Stamford’s long-delayed Residence Inn by Marriott readies for its debut

There’s nothing like this in the market,” proclaimed Todd Lindvall as he walked through the work-in-progress lobby of the Residence Inn by Marriott on Stamford’s Atlantic Street. Indeed, the new hotel is being promoted as the city’s first extended-stay lodging establishment and the downtown area’s only all-suite property.

“We’re the only hotel in the downtown that’s centered that way,” added Lindvall, area general manager. “The rest are sort of on the fringe of the downtown, which is a huge plus for us.”

Todd Lindvall, area general manager, in the suites of the new Residence Inn in Stamford. Photo by Phil Hall

The scheduled Nov. 19 opening of the $45 million, 156-room, eight-story hotel concludes a difficult gestation period for the property. Initially announced in 2013 by the developer Seaboard Properties, the hotel was situated on the former site of four mixed-use buildings that previously housed retail, offices and apartments. But construction was beset by delays and then came to a stop when Seaboard declared bankruptcy in December 2015, with only 60 percent of the work completed. Seaboard, which also owned the Courtyard by Marriott that sits back-to-back with the Residence Inn and faces out on the parallel Summer Street, initially insisted that the construction would be finished, but quickly the company found itself in a flurry of litigation and property auctions that left the project in limbo.

Last April, John DiMenna, the 75-year-old former president of Seaboard Properties, was sentenced to 85 months in prison, followed by three years of supervised release, after pleading guilty to federal charges of two counts of wire fraud related to a scheme that cost investors approximately $28 million and cost lenders approximately $37 million between 2010 and 2016.
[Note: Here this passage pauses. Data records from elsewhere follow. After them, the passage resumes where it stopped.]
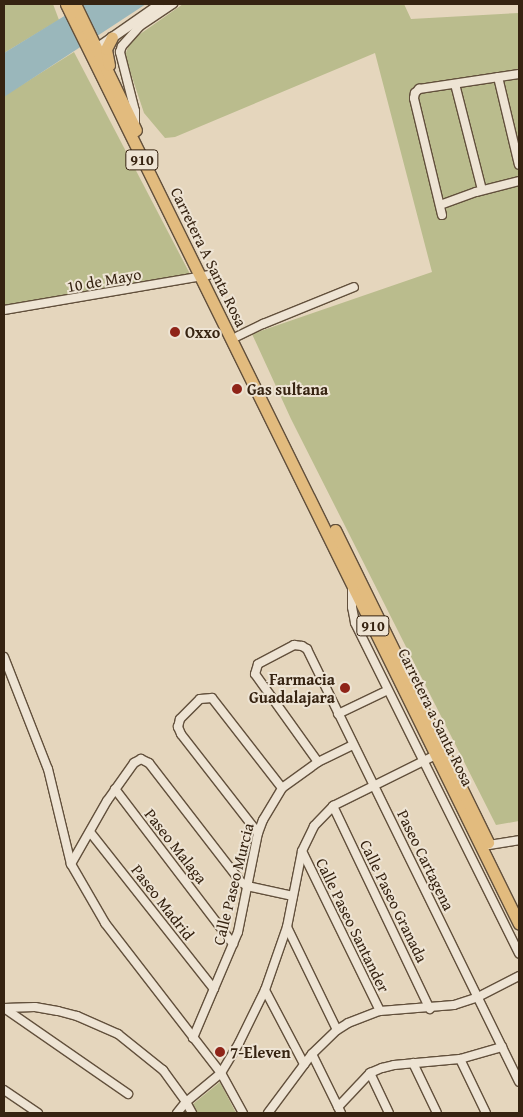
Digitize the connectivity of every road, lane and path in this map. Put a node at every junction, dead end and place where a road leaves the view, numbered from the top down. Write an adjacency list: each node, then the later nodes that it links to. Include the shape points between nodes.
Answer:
1 (159, 4): 4 (street)
2 (173, 4): 10 (street, via 140,26 122,46 122,63 135,111)
3 (69, 5): 5 (main road, Carretera A Santa Rosa / 910)
4 (112, 37): 5 (street); 9 (main road, via 106,56)
5 (90, 44): 9 (main road, Carretera A Santa Rosa / 910); 16 (main road, Carretera A Santa Rosa / 910)
6 (519, 74): 7 (street)
7 (498, 77): 8 (street); 11 (street)
8 (455, 84): 13 (street); 14 (street, via 419,89 414,98)
9 (118, 93): 10 (main road, Carretera A Santa Rosa / 910)
10 (135, 128): 16 (main road, Carretera A Santa Rosa / 910)
11 (519, 165)
12 (519, 182): 13 (street)
13 (482, 190): 14 (street)
14 (440, 205): 15 (street)
15 (442, 215)
16 (204, 276): 18 (street, 10 de Mayo); 19 (main road, Carretera A Santa Rosa / 910); 20 (main road, Carretera A Santa Rosa / 910)
17 (354, 287): 19 (street)
18 (4, 310)
19 (238, 336): 20 (main road, Carretera A Santa Rosa / 910)
20 (313, 496): 21 (main road, Carretera a Santa Rosa / 910); 26 (main road, Carretera a Santa Rosa / 910)
21 (352, 582): 23 (street, via 355,623); 26 (main road, Carretera a Santa Rosa / 910)
22 (4, 657): 40 (street, via 48,769)
23 (388, 690): 24 (street); 28 (street)
24 (338, 714): 25 (street, Paseo Cartagena); 27 (street, Paseo Cartagena, via 307,649 294,646 258,664 255,674 259,681)
25 (353, 745): 27 (street, Calle Paseo Murcia); 29 (street, Paseo Cartagena)
26 (440, 753): 28 (street); 33 (main road, Carretera a Santa Rosa / 910); 38 (main road, Carretera a Santa Rosa / 910)
27 (318, 762): 30 (street, Calle Paseo Murcia)
28 (424, 762): 29 (street); 34 (street)
29 (374, 785): 32 (street); 53 (street, Paseo Cartagena)
30 (282, 788): 36 (street, Calle Paseo Murcia); 36 (street, via 209,697 200,699 180,719 178,727 181,734)
31 (115, 789): 35 (street); 41 (street, via 134,763 141,759 149,763 234,875); 48 (street, Paseo Malaga)
32 (333, 806): 39 (street, via 314,826); 55 (street, Calle Paseo Granada)
33 (470, 824): 34 (street); 42 (main road, Carretera a Santa Rosa / 910)
34 (458, 830): 44 (street)
35 (90, 832): 40 (street); 51 (street, Paseo Madrid)
36 (258, 833): 41 (street, Calle Paseo Murcia)
37 (519, 840): 38 (street)
38 (488, 845): 45 (main road, Carretera a Santa Rosa / 910)
39 (302, 850): 43 (street); 56 (street, Calle Paseo Santander)
40 (71, 864): 58 (street, via 105,923)
41 (247, 886): 43 (street); 48 (street, Calle Paseo Murcia)
42 (504, 892): 44 (street); 46 (main road, Carretera a Santa Rosa / 910)
43 (293, 896): 47 (street)
44 (492, 898): 49 (street)
45 (519, 908)
46 (519, 924)
47 (287, 927): 52 (street); 57 (street)
48 (234, 944): 51 (street, Calle Paseo Murcia)
49 (519, 953)
50 (519, 976): 53 (street)
51 (214, 990): 58 (street, Calle Paseo Murcia)
52 (265, 990): 63 (street); 65 (street)
53 (478, 998): 55 (street); 59 (street, Paseo Cartagena)
54 (4, 1008): 69 (street); 70 (street, via 35,1007 58,1011 118,1034 163,1070)
55 (430, 1009): 56 (street)
56 (380, 1011): 57 (street)
57 (337, 1030): 60 (street)
58 (193, 1038): 65 (street)
59 (502, 1047): 61 (street); 64 (street, Paseo Cartagena)
60 (312, 1054): 63 (street); 71 (street)
61 (460, 1059): 62 (street); 79 (street)
62 (413, 1063): 66 (street); 78 (street)
63 (304, 1064): 76 (street)
64 (516, 1066): 67 (street, Paseo Cartagena)
65 (221, 1073): 70 (street); 75 (street)
66 (370, 1073): 71 (street); 77 (street)
67 (519, 1082)
68 (4, 1090): 72 (street)
69 (128, 1094)
70 (186, 1102): 73 (street); 74 (street)
71 (340, 1110)
72 (38, 1113)
73 (176, 1113)
74 (192, 1113)
75 (243, 1113)
76 (268, 1113)
77 (389, 1113)
78 (437, 1113)
79 (486, 1113)

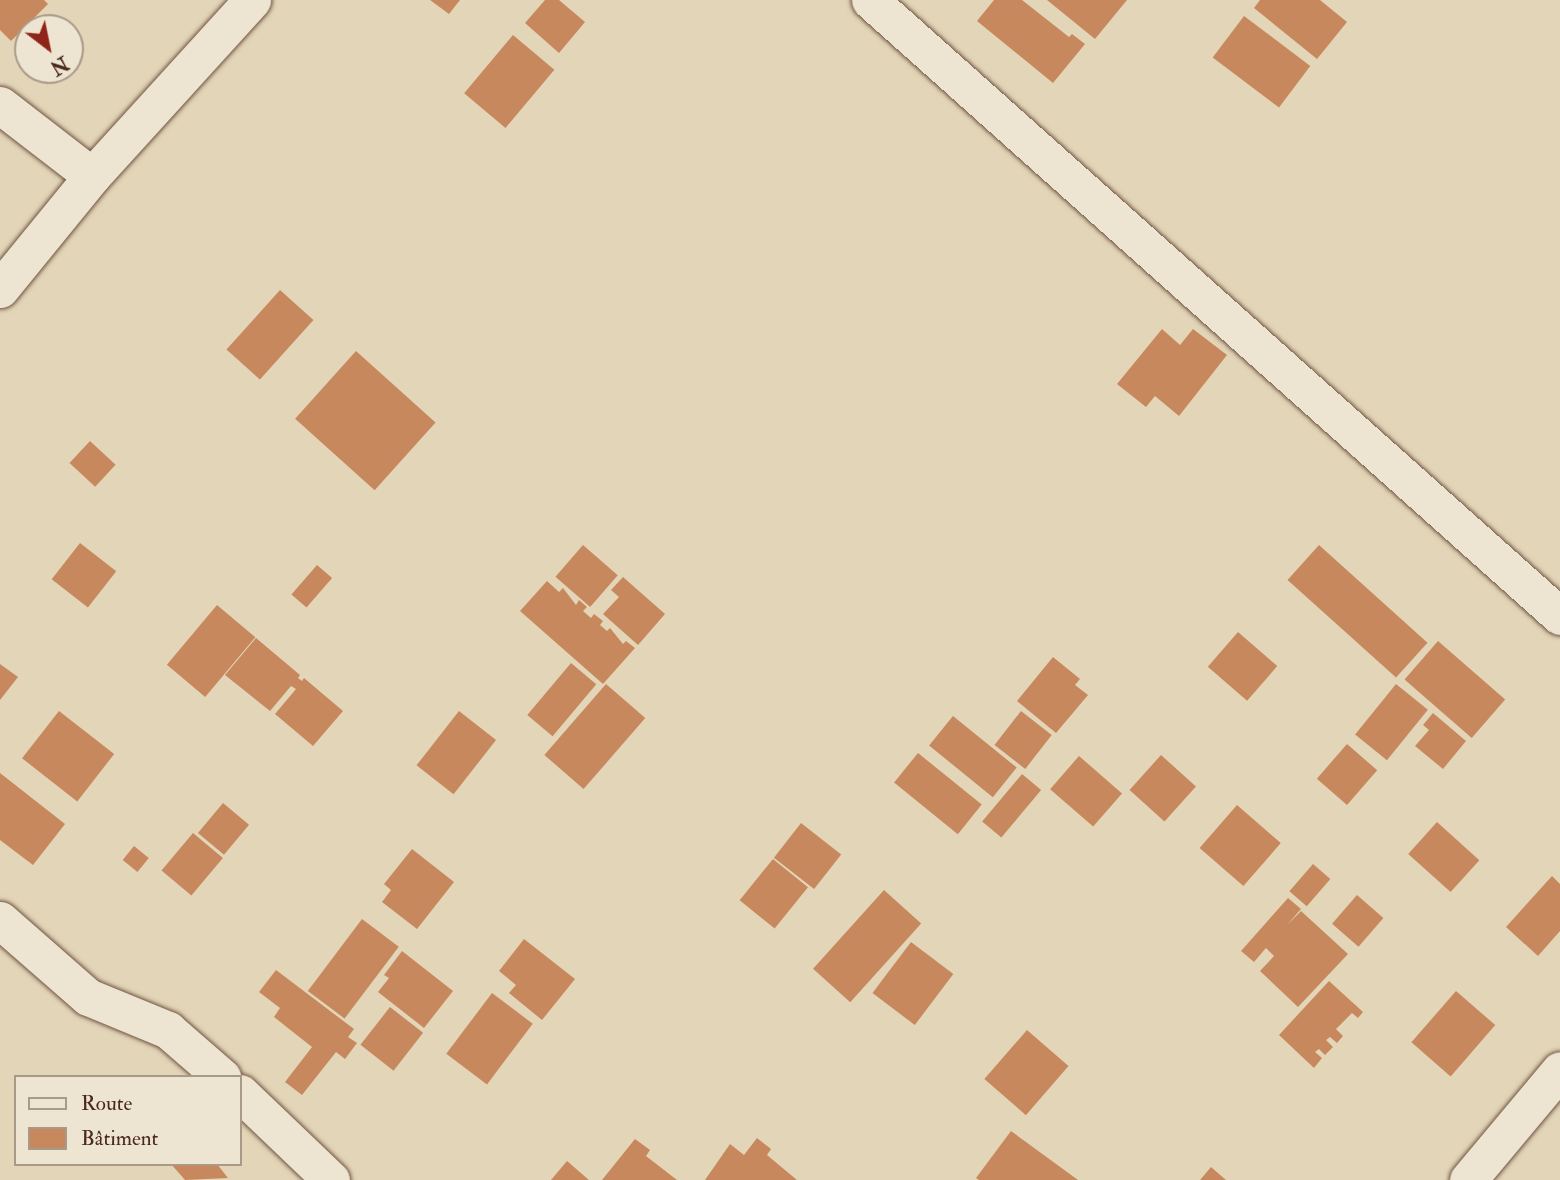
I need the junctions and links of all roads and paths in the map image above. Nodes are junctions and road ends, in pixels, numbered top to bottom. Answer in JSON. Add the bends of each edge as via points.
{"nodes":[{"id":1,"x":252,"y":0,"type":"edge"},
{"id":2,"x":870,"y":0,"type":"edge"},
{"id":3,"x":0,"y":105,"type":"edge"},
{"id":4,"x":92,"y":176,"type":"junction"},
{"id":5,"x":0,"y":289,"type":"edge"},
{"id":6,"x":1560,"y":616,"type":"edge"},
{"id":7,"x":0,"y":920,"type":"edge"},
{"id":8,"x":1560,"y":1070,"type":"edge"},
{"id":9,"x":220,"y":1075,"type":"edge"},
{"id":10,"x":242,"y":1095,"type":"edge"},
{"id":11,"x":331,"y":1180,"type":"edge"},
{"id":12,"x":1468,"y":1180,"type":"edge"}],
"edges":[{"from":1,"to":4,"type":"street"},
{"from":2,"to":6,"type":"street"},
{"from":3,"to":4,"type":"street"},
{"from":4,"to":5,"type":"street"},
{"from":7,"to":9,"type":"street","via":[[88,997],[168,1030]]},
{"from":8,"to":12,"type":"street"},
{"from":10,"to":11,"type":"street"}]}
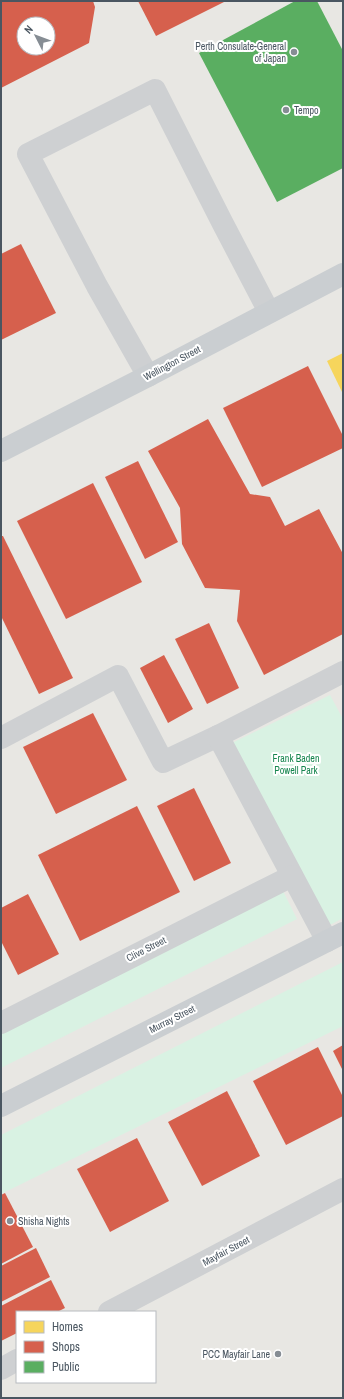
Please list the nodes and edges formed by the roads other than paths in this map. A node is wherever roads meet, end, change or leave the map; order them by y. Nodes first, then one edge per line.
1 (343, 274) edge
2 (269, 312) junction
3 (148, 376) junction
4 (1, 451) edge
5 (343, 672) edge
6 (218, 736) junction
7 (1, 738) edge
8 (292, 876) junction
9 (335, 937) edge
10 (1, 1023) edge
11 (1, 1106) edge
12 (343, 1190) edge
13 (111, 1311) edge
14 (16, 1361) edge
15 (1, 1369) edge

1 - 2 main road, Wellington Street
2 - 3 main road, Wellington Street
2 - 3 street
3 - 4 main road, Wellington Street
5 - 6 street
6 - 7 street
6 - 8 street
8 - 9 street
8 - 10 street, Clive Street
9 - 11 main road, Murray Street
12 - 13 street, Mayfair Street
14 - 15 street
UC Funds, the Boston-headquartered commercial real estate specialty finance firm, acquired the Courtyard by Marriott in 2016 and picked up the Residence Inn project in April 2017. Urgo Hotels, a hotel management and development company, manages both establishments. And despite its troubled start, Lindvall insisted the Residence Inn is poised for success.

“Marriott has the biggest success rate in the market,” he said. “We at the Courtyard are currently running about 15 to 20 points higher than everyone else in the market.”

Thanks to their adjacency, the Courtyard and the Residence Inn will be sharing a number of amenities, including an all-valet parking service. “There’s 48 parking spaces at the Residence Inn and another 121 at the Courtyard,” Lindvall said, noting that Residence Inn patrons will also be able to make use of Courtyard’s swimming pool while Courtyard guests can take advantage of the new hotel’s 2,000-square-foot fitness center.

The Residence Inn’s lobby will be home to Stamford’s latest eatery, a restaurant called One Club that Lindvall promised will offer a “very high-end tequila bar” along with dinner service. “One Club will not be open for lunch, but with the Residence Inn brand you get a complimentary full-buffet breakfast,” he stated, adding that the hotel has “93 restaurants within three blocks.” Guests who prefer their own cooking can make use of the refrigerator, microwave and stovetop cooking panels in the rooms, while the hotel will provide the grab-and-go crowd with a 24-hour market for food, beverages and snacks.

To accommodate business functions, the hotel features an “amenity level” on the second floor with a 2,000-square-foot meeting space that can handle up to 80 people for a meal service event. An outdoor space on this level, which Lindvall said was the only one of its kind in a downtown hotel, can be used for hosting cocktail receptions.

Lindvall also pointed out that the guest rooms range in size from 575 to 800 square feet and 19 rooms will feature two queen-sized beds, 31 will have a single bedroom separate from the rest of the room and 106 will be studio units with a single king-sized bed. All of the sofas in the rooms will include pull-out beds.

One feature not visible to the guests will be a stand-alone power generator. “This is one of the only properties in this market where a generator feeds an entire building,” Lindvall said. “If we lose power, all of the guest rooms will have power, unlike all of our competitors, where only the emergency exits and the public spaces would have power.”

When the hotel is ready to open, it will be staffed by 60 full-time and part-time employees. Lindvall is forecasting that 60 percent of the Residence Inn guests will be transient business visitors who are in town to conduct business with Stamford’s burgeoning corporate environment, while the remaining 40 percent will be extended-stay guests. And even though the dust of construction has yet to be swept away, inquiries have begun pouring in.

“We’re getting the premium corporate customer already,” Lindvall said, noting that this new supply will meet a growing demand for new downtown lodging. “Courtyard already had enough additional demand to sell out three times.”